**TASK DETAILS**
Which lines run from the start of the material below through the line containing "Turn every road, lane"? Retype them exactly, pictures excluded.

_ _ _ _

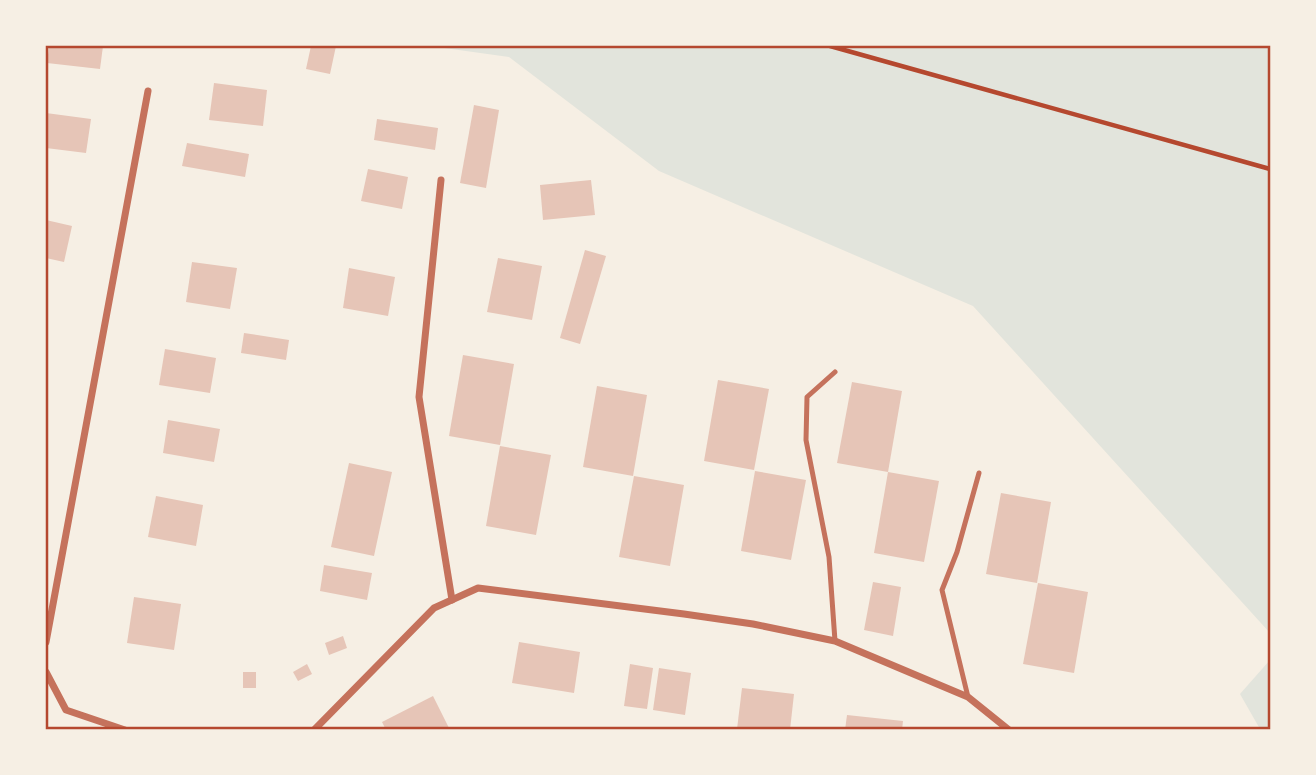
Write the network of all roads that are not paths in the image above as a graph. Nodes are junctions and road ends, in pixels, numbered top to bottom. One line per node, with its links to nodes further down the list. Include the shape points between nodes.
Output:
1 (148, 91): 7 (street)
2 (441, 180): 5 (street, via 419,397)
3 (835, 372): 6 (lane, via 807,397 806,440 828,557)
4 (979, 473): 9 (lane, via 942,590)
5 (452, 600): 6 (street, via 478,588 753,624); 11 (street, via 433,608)
6 (835, 640): 9 (street)
7 (46, 642)
8 (46, 672): 10 (street, via 66,710)
9 (968, 697): 12 (street)
10 (125, 730)
11 (314, 730)
12 (1009, 730)

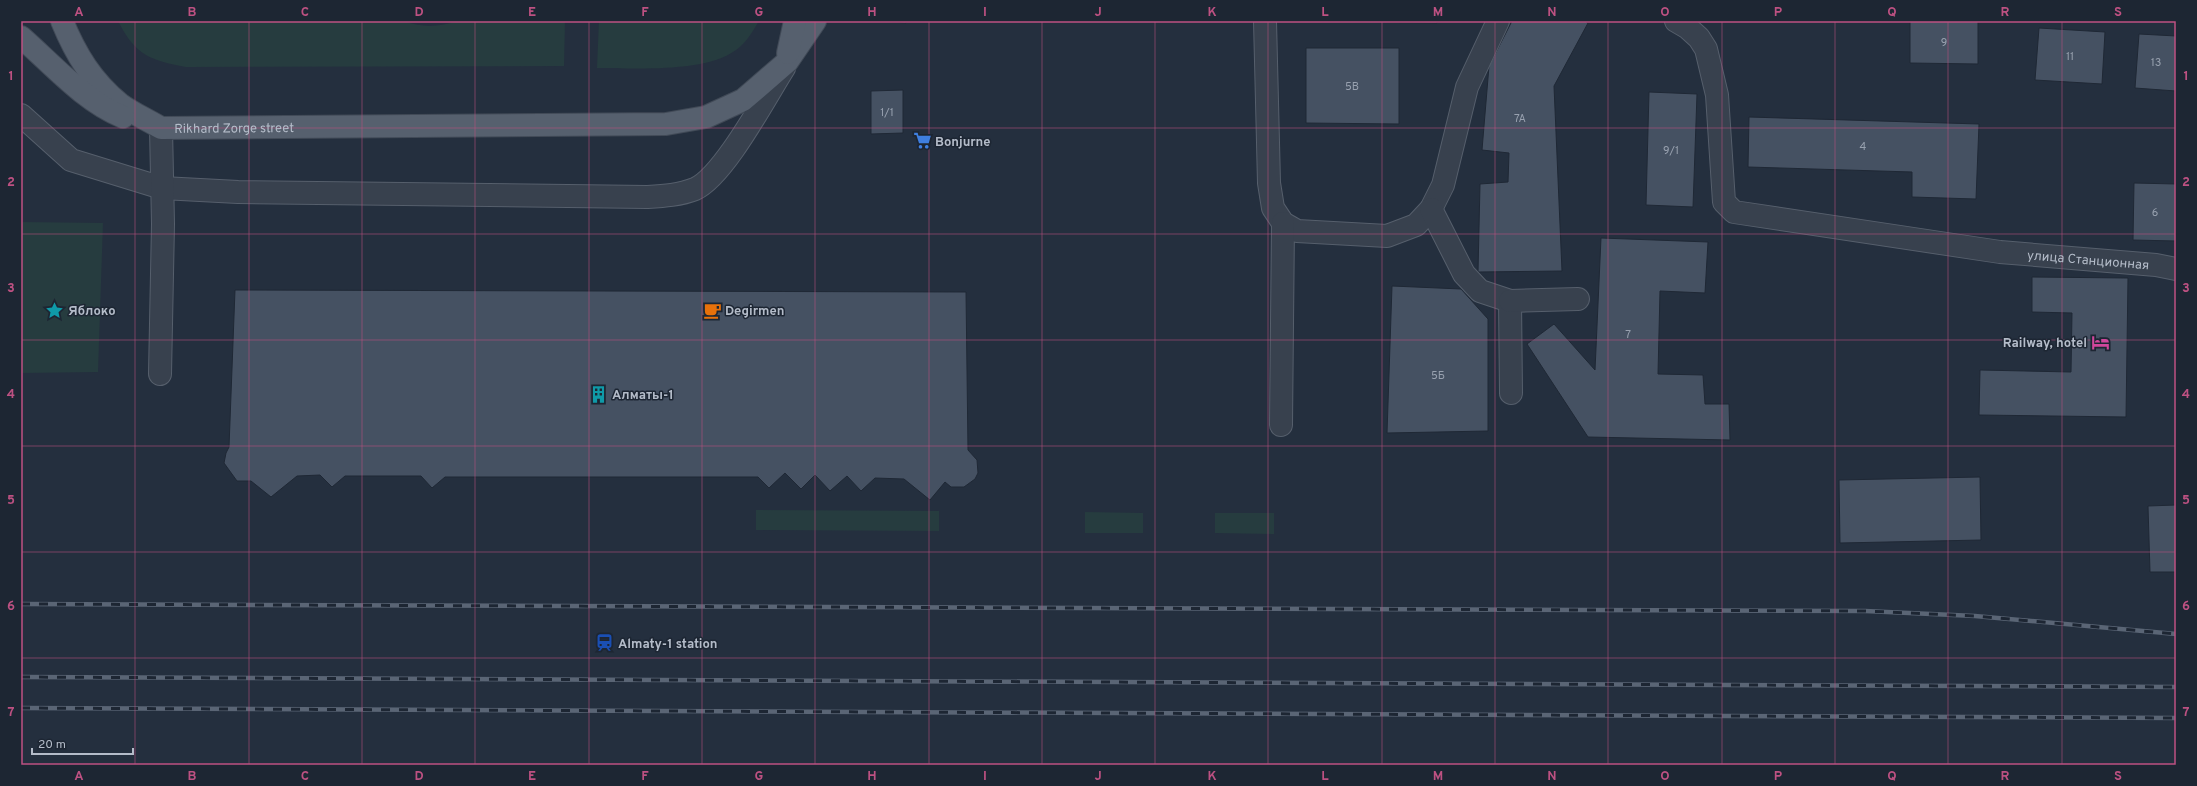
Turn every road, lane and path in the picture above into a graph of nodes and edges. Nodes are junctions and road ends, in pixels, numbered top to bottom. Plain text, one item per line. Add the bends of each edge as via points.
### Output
1 (62, 21) edge
2 (795, 21) edge
3 (815, 21) edge
4 (1265, 21) edge
5 (1498, 21) edge
6 (1676, 21) edge
7 (21, 37) edge
8 (787, 62) junction
9 (21, 115) edge
10 (161, 128) junction
11 (162, 188) junction
12 (1431, 209) junction
13 (1283, 223) junction
14 (2176, 269) edge
15 (1578, 299) dead end
16 (1510, 301) junction
17 (160, 374) dead end
18 (1511, 393) dead end
19 (1281, 426) dead end

1 - 10 main road via 73,49 94,80 121,105
2 - 8 main road
3 - 8 main road, Rikhard Zorge street
4 - 13 street via 1269,183 1273,208
5 - 12 street via 1467,87 1443,185
6 - 14 street, улица Станционная via 1699,38 1706,49 1717,95 1724,202 1734,212 2000,252 2156,265
7 - 10 main road, Rikhard Zorge street via 109,112 130,121
8 - 10 main road, Rikhard Zorge street via 743,100 706,117 666,124
8 - 11 street via 726,160 712,177 696,188 670,196 238,192
9 - 11 street via 71,160
10 - 11 street
11 - 17 street
12 - 13 street via 1416,225 1387,236 1297,231
12 - 16 street via 1464,274 1480,291
13 - 19 street
15 - 16 street
16 - 18 street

_ _ _ _

**ANSWER SPACE**
Write the network of all roads that are not paths in the image above as a graph. Nodes are junctions and road ends, in pixels, numbered top to bottom. One line per node, with its links to nodes further down the list. Include the shape points between nodes.
Output:
1 (148, 91): 7 (street)
2 (441, 180): 5 (street, via 419,397)
3 (835, 372): 6 (lane, via 807,397 806,440 828,557)
4 (979, 473): 9 (lane, via 942,590)
5 (452, 600): 6 (street, via 478,588 753,624); 11 (street, via 433,608)
6 (835, 640): 9 (street)
7 (46, 642)
8 (46, 672): 10 (street, via 66,710)
9 (968, 697): 12 (street)
10 (125, 730)
11 (314, 730)
12 (1009, 730)

Turn every road, lane and path in the picture above into a graph of nodes and edges. Nodes are junctions and road ends, in pixels, numbered top to bottom. Plain text, one item per line. Add the bends of each edge as via points.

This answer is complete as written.